Professor Jonathan Eisen, named the first Aggie Hero of 2019-20 for calling out science meeting organizers for gender and racial imbalance among presenters, last week landed on a Time magazine list of 16 people and groups “fighting for a more equal America.”
The evolutionary biologist “knows he’s an unlikely champion for female representation at scientific conferences,” Time says. “But he also knows someone needs to point out the dearth of women who are speakers at these events.”

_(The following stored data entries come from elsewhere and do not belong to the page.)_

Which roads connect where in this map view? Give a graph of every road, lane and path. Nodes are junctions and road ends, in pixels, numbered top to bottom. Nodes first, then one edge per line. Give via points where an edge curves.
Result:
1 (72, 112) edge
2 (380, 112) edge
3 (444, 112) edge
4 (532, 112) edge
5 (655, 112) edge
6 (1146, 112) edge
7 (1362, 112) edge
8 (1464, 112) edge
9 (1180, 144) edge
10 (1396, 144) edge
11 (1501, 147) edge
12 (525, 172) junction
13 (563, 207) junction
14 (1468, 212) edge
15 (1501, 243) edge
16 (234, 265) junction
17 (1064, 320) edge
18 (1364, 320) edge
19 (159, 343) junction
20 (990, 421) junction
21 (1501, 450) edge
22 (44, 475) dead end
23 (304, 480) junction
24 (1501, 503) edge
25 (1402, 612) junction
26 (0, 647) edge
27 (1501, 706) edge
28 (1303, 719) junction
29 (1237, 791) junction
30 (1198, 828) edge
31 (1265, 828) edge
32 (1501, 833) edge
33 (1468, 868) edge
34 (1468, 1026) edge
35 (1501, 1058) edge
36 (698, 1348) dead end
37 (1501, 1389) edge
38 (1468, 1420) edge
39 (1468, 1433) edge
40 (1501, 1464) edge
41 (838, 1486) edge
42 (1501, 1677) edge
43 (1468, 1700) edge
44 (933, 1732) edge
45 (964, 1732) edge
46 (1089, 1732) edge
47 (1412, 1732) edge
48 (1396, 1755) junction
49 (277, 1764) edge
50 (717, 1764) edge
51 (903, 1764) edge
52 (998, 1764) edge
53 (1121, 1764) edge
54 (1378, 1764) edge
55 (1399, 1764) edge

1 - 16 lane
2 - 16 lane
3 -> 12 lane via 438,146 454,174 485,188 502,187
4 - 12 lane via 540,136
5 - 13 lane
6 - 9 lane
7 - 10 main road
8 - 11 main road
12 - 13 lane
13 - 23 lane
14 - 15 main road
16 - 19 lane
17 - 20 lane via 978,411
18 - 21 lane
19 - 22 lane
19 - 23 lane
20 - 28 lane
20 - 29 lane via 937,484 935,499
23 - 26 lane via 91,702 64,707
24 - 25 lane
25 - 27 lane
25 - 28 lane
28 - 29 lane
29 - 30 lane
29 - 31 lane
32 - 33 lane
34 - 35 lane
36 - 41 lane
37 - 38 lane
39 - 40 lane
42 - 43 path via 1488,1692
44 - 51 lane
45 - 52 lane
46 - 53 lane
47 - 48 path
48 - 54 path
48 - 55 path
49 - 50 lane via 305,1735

Time posted its list and story online Feb. 20 as part of the magazine’s “(In)Equality Now” project, which will appear in print March 2 in a double issue with Martin Luther King Jr. on the cover.
Time lists Eisen with individuals and groups who are fighting for poor people and veterans and working moms, Native Americans and farmworkers, disabled people and children in foster care, and for criminal justice improvements, LGBT rights, school integration, equal pay and fairness to people of all faiths.
“Really amazed / thrilled to be included in this,” Eisen wrote on Twitter. “And for the record, I don’t frequently feel imposter syndrome symptoms. But I do here — these other people are amazing.”
People responded to his post with messages of congratulations and thanks for his efforts. “I greatly appreciate it, and it alleviated a tiny bit of the imposter syndrome,” he told Dateline UC Davis.
“The awareness I and others helped create has unquestionably had a big impact. I do not know any formal numbers, but anecdotally there has been significant change.
“Significant change, however, does not mean the system is ideal, fair or balanced. STEM fields and academia generally are still riddled with implicit and explicit biases, and we need to keep working on this.”
In fact, he said, being on the Time list “makes me want to up my game and spend more time and effort on solving problems relating to STEM diversity.”
Time references Eisen’s blog, The Tree of Life, where he includes advice on how to run a more diverse meeting that includes not just a better balance of men and women, but people of color and scientists at different stages of their careers as well.
“We can fix this,” Time quotes him as saying. “And no doubt things have been changing. But also without a doubt, it’s not enough.”